No entanto, cumpre ressaltar que, embora acossada por um distúrbio incurável e que terminaria levando-a a cometer suicídio, Maria Helena Coelho Barros jamais deixou de transmitir à filha preciosos ensinamentos, dentre eles jamais deixar de ser forte e, sobretudo, jamais deixar de ser ela mesma. Neste sentido, foi plenamente bem-sucedida, muito mais, por sinal, do que muitas mães supostamente sensatas e equilibradas. Em nome do teatro, portanto, agradeço a Maria Helena sua determinante contribuição para que Dani Barros se tornasse a incansável guerreira que sempre foi, é e continuará sendo. Isto posto, vamos ao espetáculo.

É óbvio que a catadora de lixo Estamira Gomes de Souza ganhou notoriedade graças ao maravilhoso filme de Marcos Prado. E este nos mostra uma mulher de espantosa sabedoria, capaz de empreender notáveis reflexões sobre múltiplos temas e, acima de tudo, um ser humano que encarou a vida de frente, sem jamais se colocar numa  postura de vítima, muito pelo contrário: extraía sua sobrevivência do lixo e nem por isso se considerava uma pessoa inferior. Dizem que era louca. Talvez o fosse. Mas será que nós, os supostamente sãos, encaramos a vida com a mesma garra e dignidade? Será que somos capazes de refletir sobre a vida com a mesma lucidez? Particularmente, acredito que não. 
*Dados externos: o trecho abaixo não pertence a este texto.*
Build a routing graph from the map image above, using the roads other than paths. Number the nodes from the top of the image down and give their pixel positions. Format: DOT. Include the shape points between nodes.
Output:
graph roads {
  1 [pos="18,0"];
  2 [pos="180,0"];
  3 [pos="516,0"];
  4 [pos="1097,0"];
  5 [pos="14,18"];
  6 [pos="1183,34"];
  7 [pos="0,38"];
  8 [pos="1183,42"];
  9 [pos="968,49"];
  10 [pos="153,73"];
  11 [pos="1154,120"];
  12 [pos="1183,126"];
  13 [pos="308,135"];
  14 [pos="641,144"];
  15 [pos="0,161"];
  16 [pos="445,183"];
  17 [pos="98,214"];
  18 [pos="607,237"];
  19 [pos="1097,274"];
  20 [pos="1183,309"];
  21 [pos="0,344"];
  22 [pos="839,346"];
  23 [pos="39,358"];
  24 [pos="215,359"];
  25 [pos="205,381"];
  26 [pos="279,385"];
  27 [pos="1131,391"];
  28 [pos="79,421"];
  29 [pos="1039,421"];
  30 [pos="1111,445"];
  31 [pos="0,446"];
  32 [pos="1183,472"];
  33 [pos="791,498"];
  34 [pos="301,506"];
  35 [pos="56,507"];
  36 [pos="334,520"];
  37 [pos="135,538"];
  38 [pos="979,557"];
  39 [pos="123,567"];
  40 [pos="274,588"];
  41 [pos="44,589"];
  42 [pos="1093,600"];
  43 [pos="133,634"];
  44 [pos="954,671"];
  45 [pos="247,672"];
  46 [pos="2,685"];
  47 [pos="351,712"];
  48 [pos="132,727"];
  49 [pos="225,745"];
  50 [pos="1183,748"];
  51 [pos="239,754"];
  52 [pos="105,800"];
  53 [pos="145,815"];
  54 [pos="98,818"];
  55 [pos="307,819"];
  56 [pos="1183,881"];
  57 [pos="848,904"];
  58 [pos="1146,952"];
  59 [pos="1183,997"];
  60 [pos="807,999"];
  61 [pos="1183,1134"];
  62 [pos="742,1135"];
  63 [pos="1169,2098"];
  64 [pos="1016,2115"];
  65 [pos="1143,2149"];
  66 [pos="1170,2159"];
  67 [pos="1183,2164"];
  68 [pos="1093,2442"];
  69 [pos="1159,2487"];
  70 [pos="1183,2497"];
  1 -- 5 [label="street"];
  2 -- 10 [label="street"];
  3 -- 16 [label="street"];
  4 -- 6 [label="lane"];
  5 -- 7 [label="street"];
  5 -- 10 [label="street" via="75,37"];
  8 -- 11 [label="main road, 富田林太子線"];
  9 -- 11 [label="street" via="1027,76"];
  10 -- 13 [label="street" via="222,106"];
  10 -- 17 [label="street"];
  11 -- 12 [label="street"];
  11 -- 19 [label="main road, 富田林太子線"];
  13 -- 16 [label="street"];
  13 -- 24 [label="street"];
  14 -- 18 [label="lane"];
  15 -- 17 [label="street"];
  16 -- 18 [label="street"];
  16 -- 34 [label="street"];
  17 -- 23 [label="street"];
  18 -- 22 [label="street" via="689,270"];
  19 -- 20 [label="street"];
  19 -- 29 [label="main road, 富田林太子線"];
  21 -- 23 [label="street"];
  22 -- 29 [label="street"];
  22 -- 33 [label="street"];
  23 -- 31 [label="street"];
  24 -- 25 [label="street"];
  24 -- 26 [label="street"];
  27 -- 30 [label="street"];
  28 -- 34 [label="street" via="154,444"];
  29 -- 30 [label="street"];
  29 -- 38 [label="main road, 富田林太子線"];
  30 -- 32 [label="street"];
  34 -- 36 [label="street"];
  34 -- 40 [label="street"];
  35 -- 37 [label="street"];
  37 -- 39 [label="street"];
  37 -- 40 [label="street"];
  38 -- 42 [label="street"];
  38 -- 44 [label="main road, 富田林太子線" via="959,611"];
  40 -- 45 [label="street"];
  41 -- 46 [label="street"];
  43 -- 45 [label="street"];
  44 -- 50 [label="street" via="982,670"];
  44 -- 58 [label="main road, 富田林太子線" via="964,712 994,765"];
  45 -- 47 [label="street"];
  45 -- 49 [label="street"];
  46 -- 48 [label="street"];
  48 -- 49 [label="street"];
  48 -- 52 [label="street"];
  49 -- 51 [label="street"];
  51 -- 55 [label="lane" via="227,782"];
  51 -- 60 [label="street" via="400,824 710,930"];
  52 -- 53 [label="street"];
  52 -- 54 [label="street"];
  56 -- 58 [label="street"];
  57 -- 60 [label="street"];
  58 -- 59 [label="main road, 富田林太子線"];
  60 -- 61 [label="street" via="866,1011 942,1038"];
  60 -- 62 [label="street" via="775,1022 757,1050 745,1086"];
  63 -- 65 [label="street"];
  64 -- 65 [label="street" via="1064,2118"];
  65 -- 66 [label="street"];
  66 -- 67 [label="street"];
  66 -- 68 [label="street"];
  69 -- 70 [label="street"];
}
Estamira vivia do lixo. Dani Barros, desde a primeira infância, adorava catar caquinhos, daí seu apelido: Maria Caquinho. Como já dito, Estamira era considerada louca. A mãe de Dani Barros, também. Assim, nada mais emocionante e corajoso do que juntar, no mesmo espetáculo, a trajetória dessas três mulheres, o que resulta numa das mais impactantes montagens que já assisti. 

Mesclando ficção e realidade, o deslumbrante texto escrito por Beatriz Sayad e Dani Barros possui, dentre seus muitos méritos, o de exibir uma narrativa impregnada de dor e humanidade, mas também capaz de nos fazer rir em determinadas passagens. Ainda assim, o que prevalece é uma dilacerante tentativa de conscientizar o público sobre a questão da loucura, propondo uma mais do que pertinente reflexão sobre o tema. Daí resulta um impacto que, ao menos na sessão que assisti, levou todos os espectadores presentes a um estado de profunda emoção.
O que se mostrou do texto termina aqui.